- Instructions to follow
Repeat each entry as written and leave the images out of the copy.

- Study material
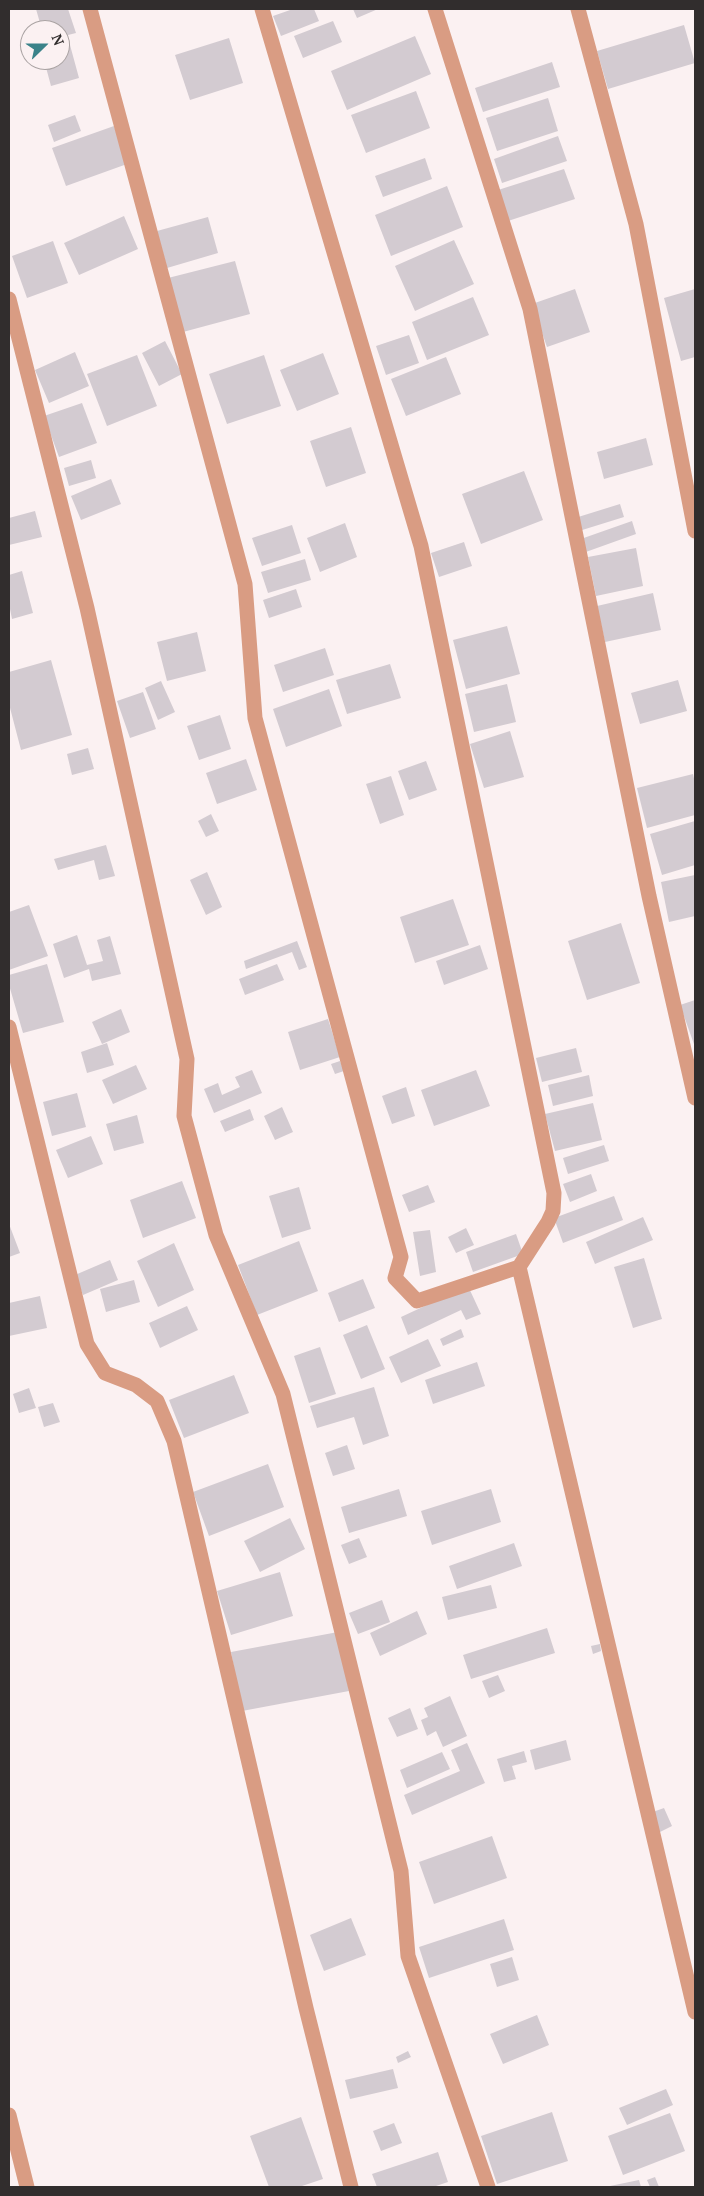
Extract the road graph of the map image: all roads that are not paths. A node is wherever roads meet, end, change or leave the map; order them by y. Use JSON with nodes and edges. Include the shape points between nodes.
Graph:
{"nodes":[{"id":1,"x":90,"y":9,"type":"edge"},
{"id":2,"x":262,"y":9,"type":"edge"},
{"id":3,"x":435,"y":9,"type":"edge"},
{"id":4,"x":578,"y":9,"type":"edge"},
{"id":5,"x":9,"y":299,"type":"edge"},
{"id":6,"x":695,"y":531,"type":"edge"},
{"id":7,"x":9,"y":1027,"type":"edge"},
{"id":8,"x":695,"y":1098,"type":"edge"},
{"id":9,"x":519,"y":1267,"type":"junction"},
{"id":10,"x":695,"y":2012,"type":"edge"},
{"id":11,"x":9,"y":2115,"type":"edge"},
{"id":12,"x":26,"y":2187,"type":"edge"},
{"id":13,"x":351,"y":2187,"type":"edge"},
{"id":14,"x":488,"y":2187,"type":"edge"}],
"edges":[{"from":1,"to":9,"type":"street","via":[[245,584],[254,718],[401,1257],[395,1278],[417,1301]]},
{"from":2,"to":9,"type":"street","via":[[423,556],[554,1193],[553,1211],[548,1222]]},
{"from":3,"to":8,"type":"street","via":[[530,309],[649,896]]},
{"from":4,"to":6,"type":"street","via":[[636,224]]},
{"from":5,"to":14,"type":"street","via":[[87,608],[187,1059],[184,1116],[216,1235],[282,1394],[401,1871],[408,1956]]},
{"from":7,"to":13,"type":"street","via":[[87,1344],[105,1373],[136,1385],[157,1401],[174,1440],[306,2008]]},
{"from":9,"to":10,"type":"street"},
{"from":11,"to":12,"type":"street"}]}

- Written reply
Extract the road graph of the map image: all roads that are not paths. A node is wherever roads meet, end, change or leave the map; order them by y. Use JSON with nodes and edges. Include the shape points between nodes.
Graph:
{"nodes":[{"id":1,"x":90,"y":9,"type":"edge"},
{"id":2,"x":262,"y":9,"type":"edge"},
{"id":3,"x":435,"y":9,"type":"edge"},
{"id":4,"x":578,"y":9,"type":"edge"},
{"id":5,"x":9,"y":299,"type":"edge"},
{"id":6,"x":695,"y":531,"type":"edge"},
{"id":7,"x":9,"y":1027,"type":"edge"},
{"id":8,"x":695,"y":1098,"type":"edge"},
{"id":9,"x":519,"y":1267,"type":"junction"},
{"id":10,"x":695,"y":2012,"type":"edge"},
{"id":11,"x":9,"y":2115,"type":"edge"},
{"id":12,"x":26,"y":2187,"type":"edge"},
{"id":13,"x":351,"y":2187,"type":"edge"},
{"id":14,"x":488,"y":2187,"type":"edge"}],
"edges":[{"from":1,"to":9,"type":"street","via":[[245,584],[254,718],[401,1257],[395,1278],[417,1301]]},
{"from":2,"to":9,"type":"street","via":[[423,556],[554,1193],[553,1211],[548,1222]]},
{"from":3,"to":8,"type":"street","via":[[530,309],[649,896]]},
{"from":4,"to":6,"type":"street","via":[[636,224]]},
{"from":5,"to":14,"type":"street","via":[[87,608],[187,1059],[184,1116],[216,1235],[282,1394],[401,1871],[408,1956]]},
{"from":7,"to":13,"type":"street","via":[[87,1344],[105,1373],[136,1385],[157,1401],[174,1440],[306,2008]]},
{"from":9,"to":10,"type":"street"},
{"from":11,"to":12,"type":"street"}]}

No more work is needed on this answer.